Look through the listing for the string "Bajzova" and copy out every line that holds it.

[Start of section]

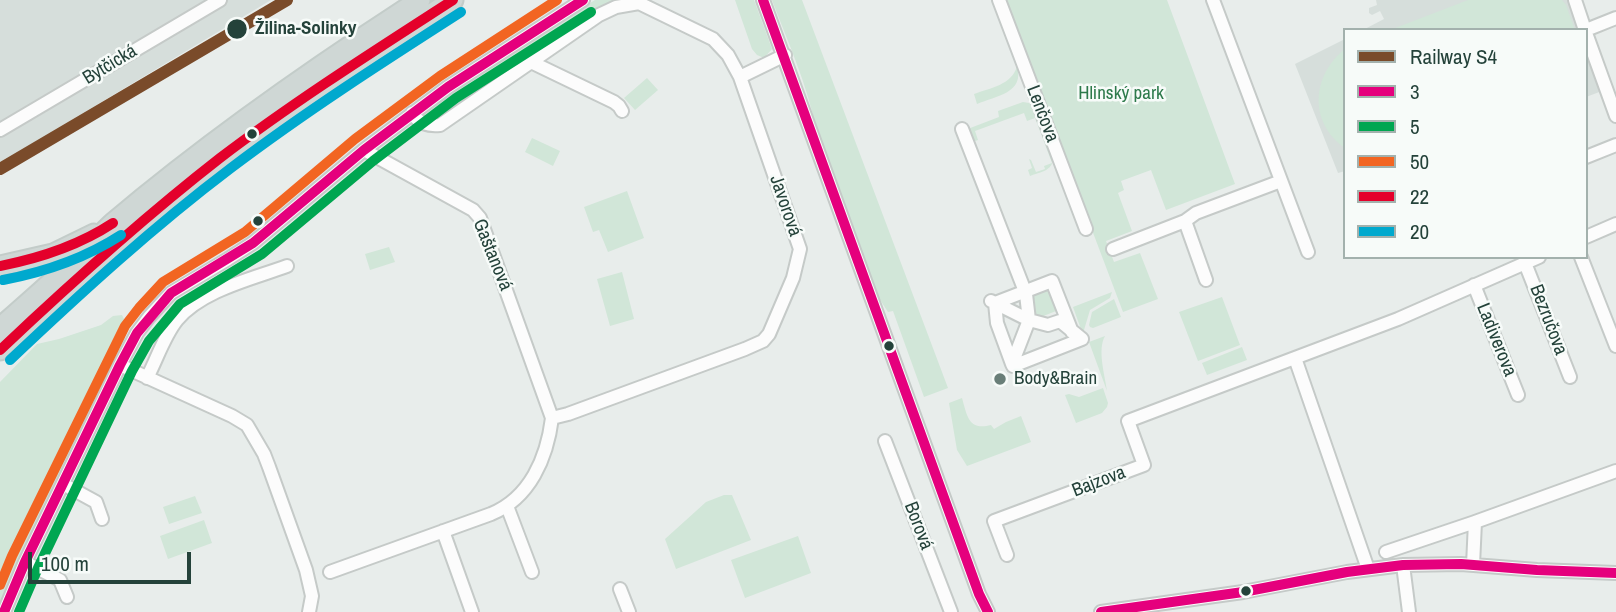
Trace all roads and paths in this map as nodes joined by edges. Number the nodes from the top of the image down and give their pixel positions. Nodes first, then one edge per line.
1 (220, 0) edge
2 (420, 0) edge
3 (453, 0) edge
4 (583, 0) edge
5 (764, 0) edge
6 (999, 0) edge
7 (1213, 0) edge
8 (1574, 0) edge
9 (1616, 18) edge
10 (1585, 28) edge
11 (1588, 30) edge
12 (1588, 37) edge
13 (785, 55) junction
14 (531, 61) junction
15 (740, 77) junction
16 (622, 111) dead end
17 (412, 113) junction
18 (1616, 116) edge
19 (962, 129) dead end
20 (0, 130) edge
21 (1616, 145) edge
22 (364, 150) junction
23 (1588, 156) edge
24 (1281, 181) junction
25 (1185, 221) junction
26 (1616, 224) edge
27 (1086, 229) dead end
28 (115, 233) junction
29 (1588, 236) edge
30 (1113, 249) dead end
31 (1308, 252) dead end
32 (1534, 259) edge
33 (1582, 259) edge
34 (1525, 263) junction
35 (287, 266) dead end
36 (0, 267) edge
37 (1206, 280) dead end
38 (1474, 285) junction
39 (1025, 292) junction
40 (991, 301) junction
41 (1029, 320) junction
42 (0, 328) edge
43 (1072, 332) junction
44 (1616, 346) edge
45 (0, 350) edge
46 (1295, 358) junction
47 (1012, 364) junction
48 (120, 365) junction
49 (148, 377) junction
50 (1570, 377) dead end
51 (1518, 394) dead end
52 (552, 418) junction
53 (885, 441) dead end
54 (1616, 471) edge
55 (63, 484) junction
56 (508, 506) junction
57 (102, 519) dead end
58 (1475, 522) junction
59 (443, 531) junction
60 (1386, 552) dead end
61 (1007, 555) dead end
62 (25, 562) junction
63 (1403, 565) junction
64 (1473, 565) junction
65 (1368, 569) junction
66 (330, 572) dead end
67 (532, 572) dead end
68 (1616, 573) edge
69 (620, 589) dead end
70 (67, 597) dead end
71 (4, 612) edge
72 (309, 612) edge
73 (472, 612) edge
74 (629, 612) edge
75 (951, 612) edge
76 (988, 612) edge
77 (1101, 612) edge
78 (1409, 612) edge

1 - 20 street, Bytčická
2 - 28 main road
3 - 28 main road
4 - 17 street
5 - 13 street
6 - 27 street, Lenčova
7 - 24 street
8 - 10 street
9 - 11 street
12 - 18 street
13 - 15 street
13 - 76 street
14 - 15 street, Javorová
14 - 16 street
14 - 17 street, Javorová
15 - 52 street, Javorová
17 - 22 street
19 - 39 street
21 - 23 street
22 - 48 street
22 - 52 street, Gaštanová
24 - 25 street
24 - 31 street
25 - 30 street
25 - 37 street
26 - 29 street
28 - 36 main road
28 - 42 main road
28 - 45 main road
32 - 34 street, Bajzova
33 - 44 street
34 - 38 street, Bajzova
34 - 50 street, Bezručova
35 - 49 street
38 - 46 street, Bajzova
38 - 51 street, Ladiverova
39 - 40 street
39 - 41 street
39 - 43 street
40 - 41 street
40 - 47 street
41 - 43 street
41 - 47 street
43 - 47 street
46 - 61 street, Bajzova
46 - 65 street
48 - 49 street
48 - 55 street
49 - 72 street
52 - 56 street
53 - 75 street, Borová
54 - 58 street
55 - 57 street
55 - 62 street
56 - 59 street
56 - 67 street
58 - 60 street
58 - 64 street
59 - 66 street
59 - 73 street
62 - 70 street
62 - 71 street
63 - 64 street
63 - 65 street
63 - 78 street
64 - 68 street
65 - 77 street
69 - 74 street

[End of section]

■ **Exercise result**:
32 - 34 street, Bajzova
34 - 38 street, Bajzova
38 - 46 street, Bajzova
46 - 61 street, Bajzova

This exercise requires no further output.